I think there is a chrome extension that will do this, i.e search random shit to poison all trackers. Maybe it will help you defeat it.

Learned this in school, it far easier to turn a F into E, I to T, etc by overwriting it with a pen and making complete nonsense of things than trying to erase it completely, which is harder and leaves more traces.

Farmed gmails with aycd autosolve do this for you. Inject months of nose then use it and dump it. Just gotta use a proxy
You are not only one and you are not crazy. There ARE people behind this. Domestic or foreign. Can't say lots. Consider SmarterEveryDay 263 +. Rethink all online relationships Consider https://en.wikipedia.org/wiki/Internet_troll#Psychological_c...
Switch to DuckDuckGo and call me in the morning
Sorry to hear that. It sounds like you are being served some weird targeted ads, but you also are also dealing with a stressful situation.

Taking a media break until your situation resolves or your targeting profile gets some less weird stuff in it might be good.

Like a another comment suggested, I would recommend using an adblocker. It might not be the answer you are looking for, but it seems like the fastest, most immediate solution.
Since using adblockers i see less ads, nearly none. And on unprotected devices and networks i see strange ads, unsurprisingly. I can tell you all are shockingly irrelevant and repulsive like the examples OP gives.

So full circle: if you avoid them you get less but also worse ads.

This is unfortunately too common. Abuse prescription drugs? Expect to constantly see ads for those drugs. For some reason ad targeting thinks I have an unpleasant disease or two that I don't.
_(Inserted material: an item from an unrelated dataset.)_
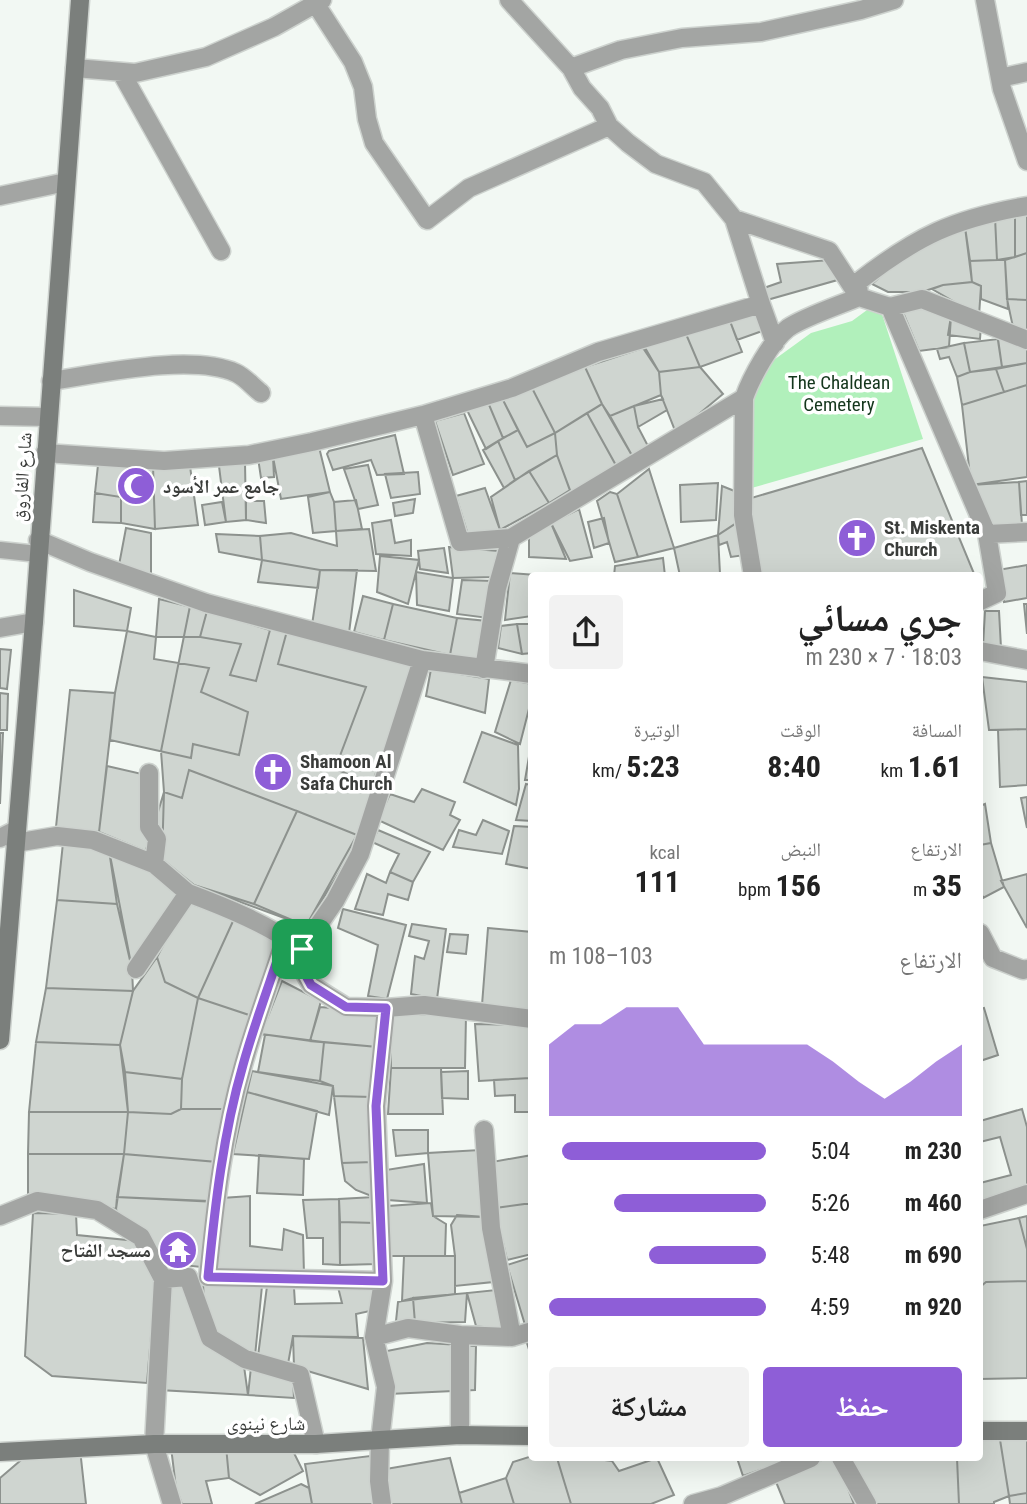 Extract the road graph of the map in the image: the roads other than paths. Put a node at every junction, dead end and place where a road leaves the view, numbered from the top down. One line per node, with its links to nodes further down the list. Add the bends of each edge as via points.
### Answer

I've had good luck enabling all the tracking and searching for high-end lifestyle stuff. The prospect of selling luxury goods to the ultra wealthy is jucier to the ad auctions than exploiting a measly few thousand a month for prescription meds, and the ads for that stuff is eye candy anyway.

After kicking it a few times like that, I re-enable the ad blockers.

On a related note, Trump famously targeted the mental illness category with conspiracy theories and libel. It probably won him the presidency.

If I had my way, the entire surveillance capitalism industry would be banned (including targeted ads).

I hadn't thought about skewing the ad auctions that way, thanks. I used to get ads for fancy river cruises, Peloton, high-end furniture cookware etc and will try searching for that stuff again, but am guessing the data brokers know I no longer earn an income. Failing that maybe pretending to be looking for payday loans, lottery, coupons might be "lucrative" enough.
The canonical example I've heard of from Googlers is "yoga pants", though that's out of date. Go with something that's trendy this year.

With any luck, they'll think you have a rich significant othet. I somehow accidentally convinced them I have a mistress with a taste for $600 machine washable silk pyjamas (there is apparently a company that specializes in only that!)

It helps to clear cookies, etc immediately before kicking the recommendation engine.

That seems to significantly lower the weight it puts on the prior. Instead of being a native Spanish speaker, I now know Vietnamese.

(Of course, all of these inferences about me are wrong.)

Aycd and kylin will search popular terms with your Google profile. It’s called farming usally too increase capcha score but it’s also useful to improve the noise floor to make it hard to target ads.
Well I'm not a consumer so anyone targeting me would be confirmed as somewhat misguided mentally.
This post has class action liability written all over it. :(
I got targeted on my bipolar research google account on google search and youtube.